Not so Brookfield, the New York-based, publicly traded real-estate arm of the Canadian firm Brookfield Asset Management that controls 78 million square feet of office towers in North America and Australia.
Brookfield, unlike some of its more local competitors, embodies the growing professionalization and corporatization of the real estate industry, something that has evolved in lock-step with the development of real-estate investment trusts and the commercial-mortgage-backed securities market.
“They’re generally straight, they’re certainly easy enough to deal with,” said David Schechtman, an investment sales broker at Eastern Consolidated. “I’m certain there are some New York developers who would have shut this down in its infancy. I can tell you I would have.”
“I’ve never heard people complaining about them as they do with some folks, that they’re sharpshooters or that they cut corners, or that they throw their weight around or they’re arrogant,” said Ken Fisher, a New York real-estate lawyer.
Over the last week, what in other circumstances might have been a hot potato has looked for all the world more like a friendly game of catch between the city and Brookfield, as each claims to be deferring to the others' judgment on how long the encampment of protesters at Zuccotti Park, the nerve center of the Occupy Wall Street events, will be allowed to remain there.
As we've reported extensively, Zuccotti Park is privately owned but by an agreement with the city must be open to the public 24 hours a day.
As such, the New York Police Department has said it's up to Brookfield when the encampment should be broken up. Brookfield could try to get the protesters declared trespassers, which would then pretty much require the police to intervene and get the protesters out of the park.
That decision would likely fall on the shoulders of Brookfield Office Properties' uncommonly genial chief executive Ric Clark.
It's unlikely though, because of the many ties between the company and the city, that such a decision will be a one-sided one.
There's Brookfield's co-chairman John Zuccotti, who is himself a seasoned arbitrator, and former first deputy mayor.
"[M]y guess is that we basically look to the police leadership and mayor to decide what to do,” Zuccotti, a 74-year-old Brookyn resident married to a Holocaust historian, told The New York Times this week.
There are other ties between the company and the city that might ensure continued comity between the two on the issue of when, if ever, it will be time to clear the park: The mayor's girlfriend Diana Taylor serves on Brookfield's board.
Brookfield has every reason to want to maintain a good relationship with the city where it is holds so much property, including 6.2 million square feet in Midtown and 12.8 million square feet in lower Manhattan, most of it in the World Financial Center.

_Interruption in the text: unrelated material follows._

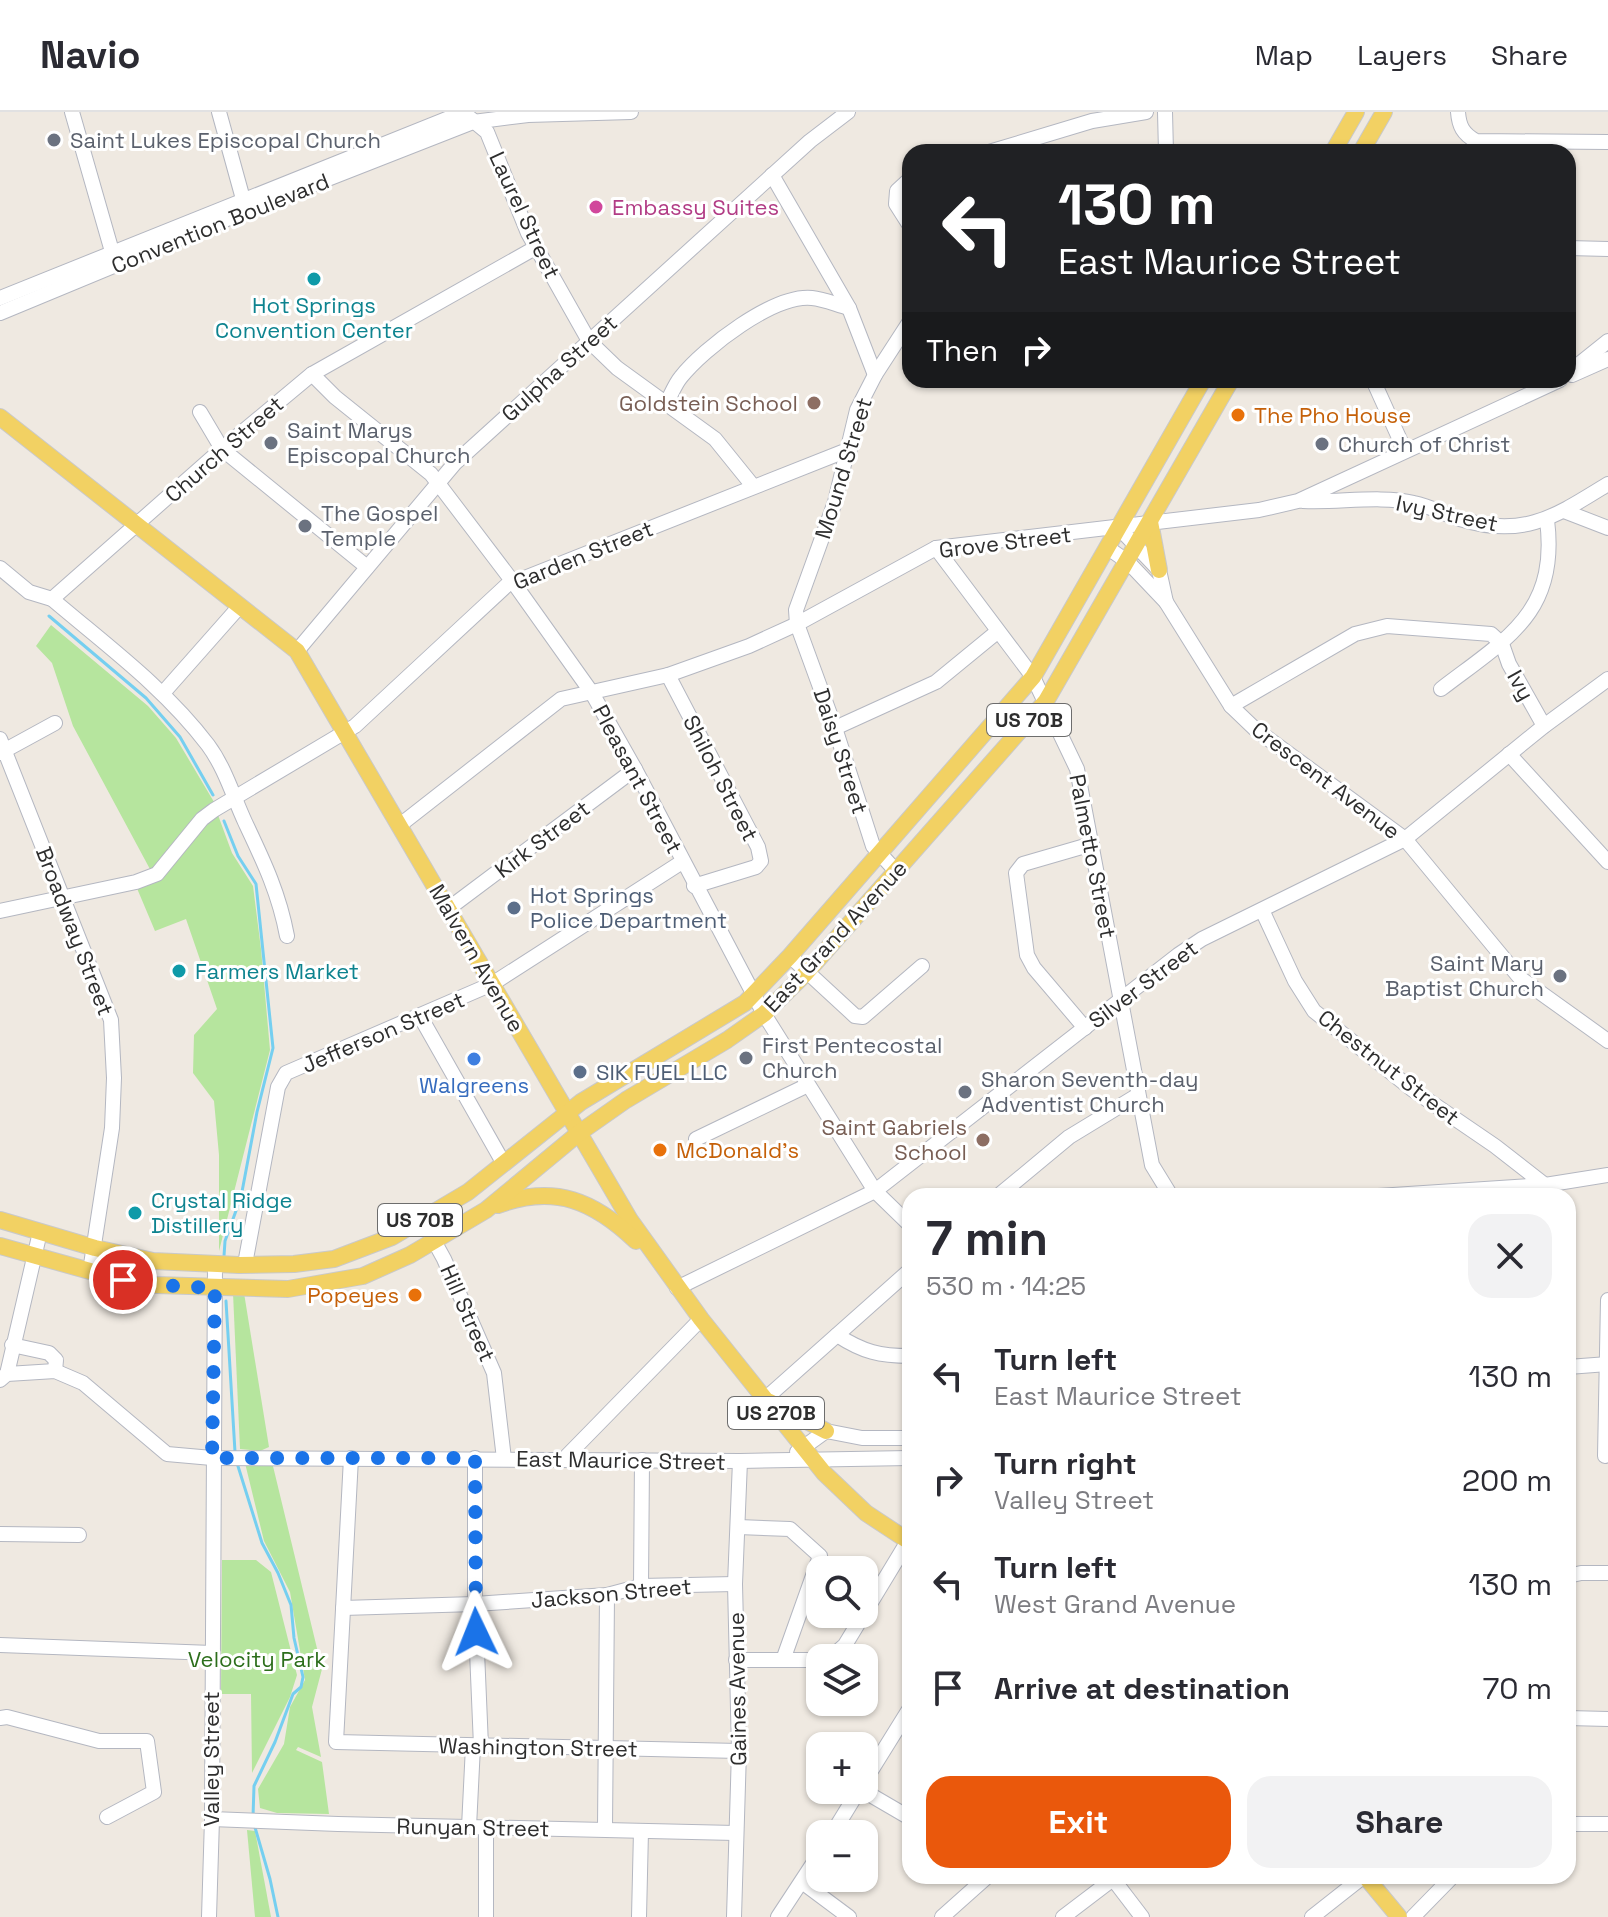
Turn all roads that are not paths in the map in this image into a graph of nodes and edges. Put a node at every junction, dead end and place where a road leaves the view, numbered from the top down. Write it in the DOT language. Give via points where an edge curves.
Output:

And the company is also planning to expand. Brookfield recently bought a majority stake in one of the city’s ugliest (and yet, well-tenanted) buildings, 450 West 33rd Street, and is moving forward with its plans to build up to three skyscrapers on a plot bounded by Ninth and Dyer avenues, 31st and 33rd streets. The Bloomberg administration, meanwhile, appears inclined to let the protesters be, assuming the non-violent status quo remains. This even though Bloomberg is clearly not the protesters’ biggest fan. "I would say they're a friendly real-estate company, I don't know if I've heard a bad word about them," said Cory Zelnik, a retail broker familiar with the organization. "I think there are a lot of people who would handle it differently."